What to work on: Some lines in the entries contain the word "roads". Copy all of them.

Input material:
*** Begin section ***
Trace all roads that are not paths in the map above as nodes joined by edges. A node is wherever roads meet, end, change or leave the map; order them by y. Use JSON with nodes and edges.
*** End section ***
*** Begin section ***
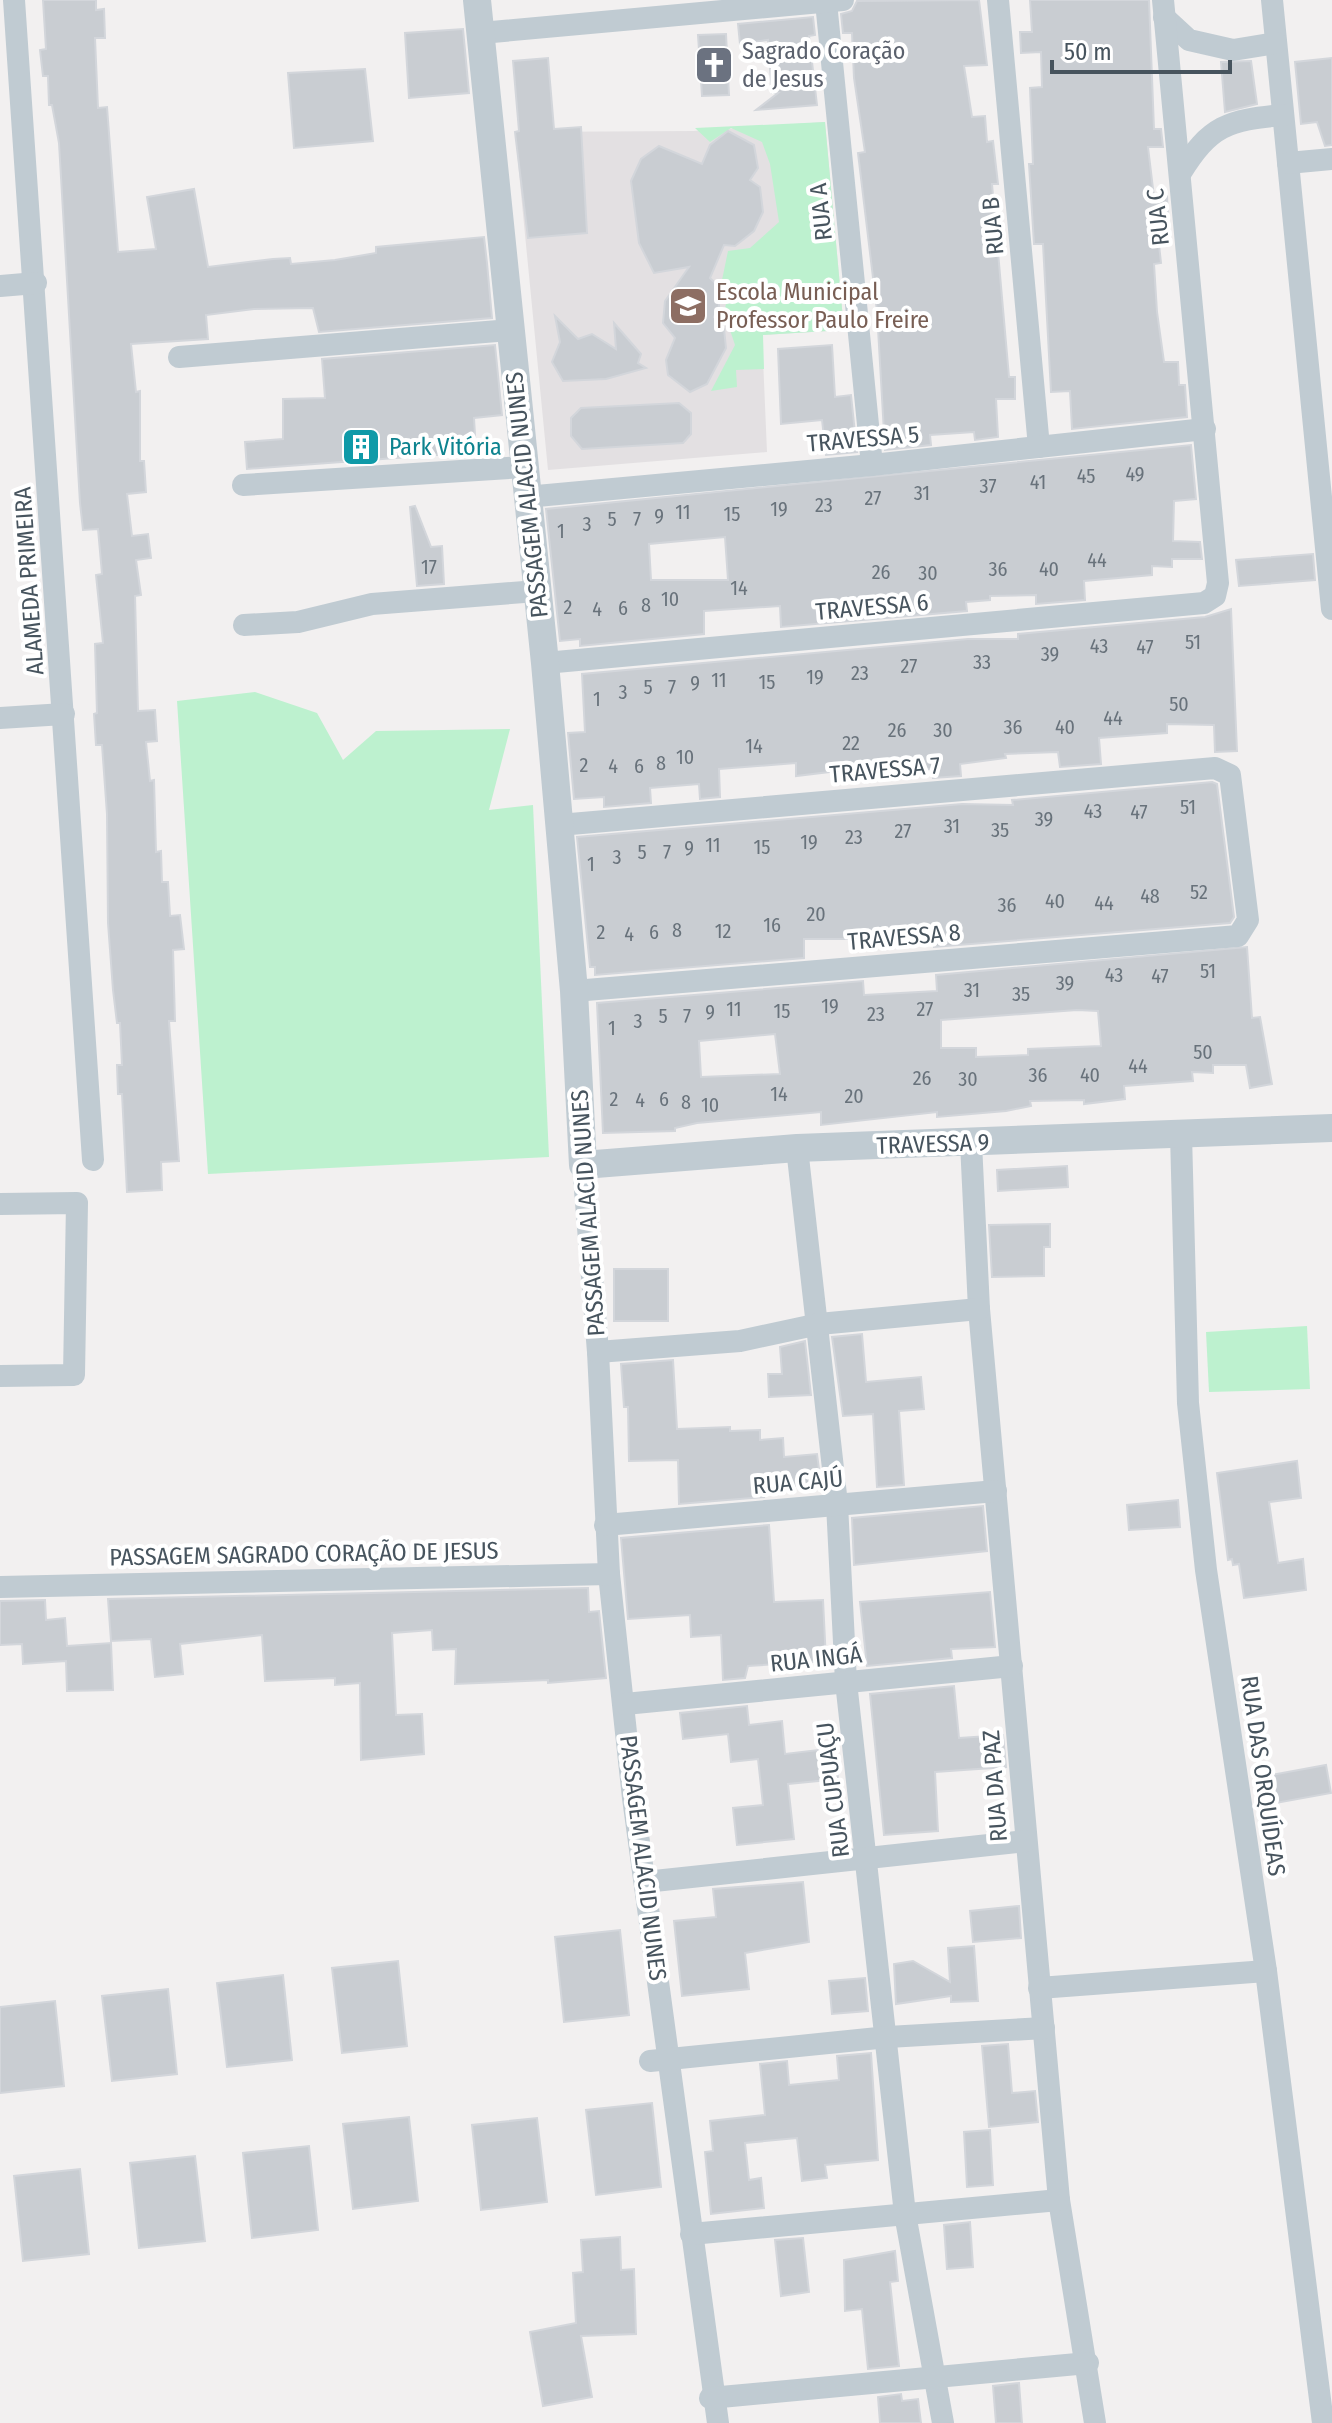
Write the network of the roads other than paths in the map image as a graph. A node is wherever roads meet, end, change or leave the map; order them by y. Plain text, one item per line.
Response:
*** End section ***
Finished exercise:
Trace all roads that are not paths in the map above as nodes joined by edges. A node is wherever roads meet, end, change or leave the map; order them by y. Use JSON with nodes and edges.
Write the network of the roads other than paths in the map image as a graph. A node is wherever roads meet, end, change or leave the map; order them by y. Plain text, one item per line.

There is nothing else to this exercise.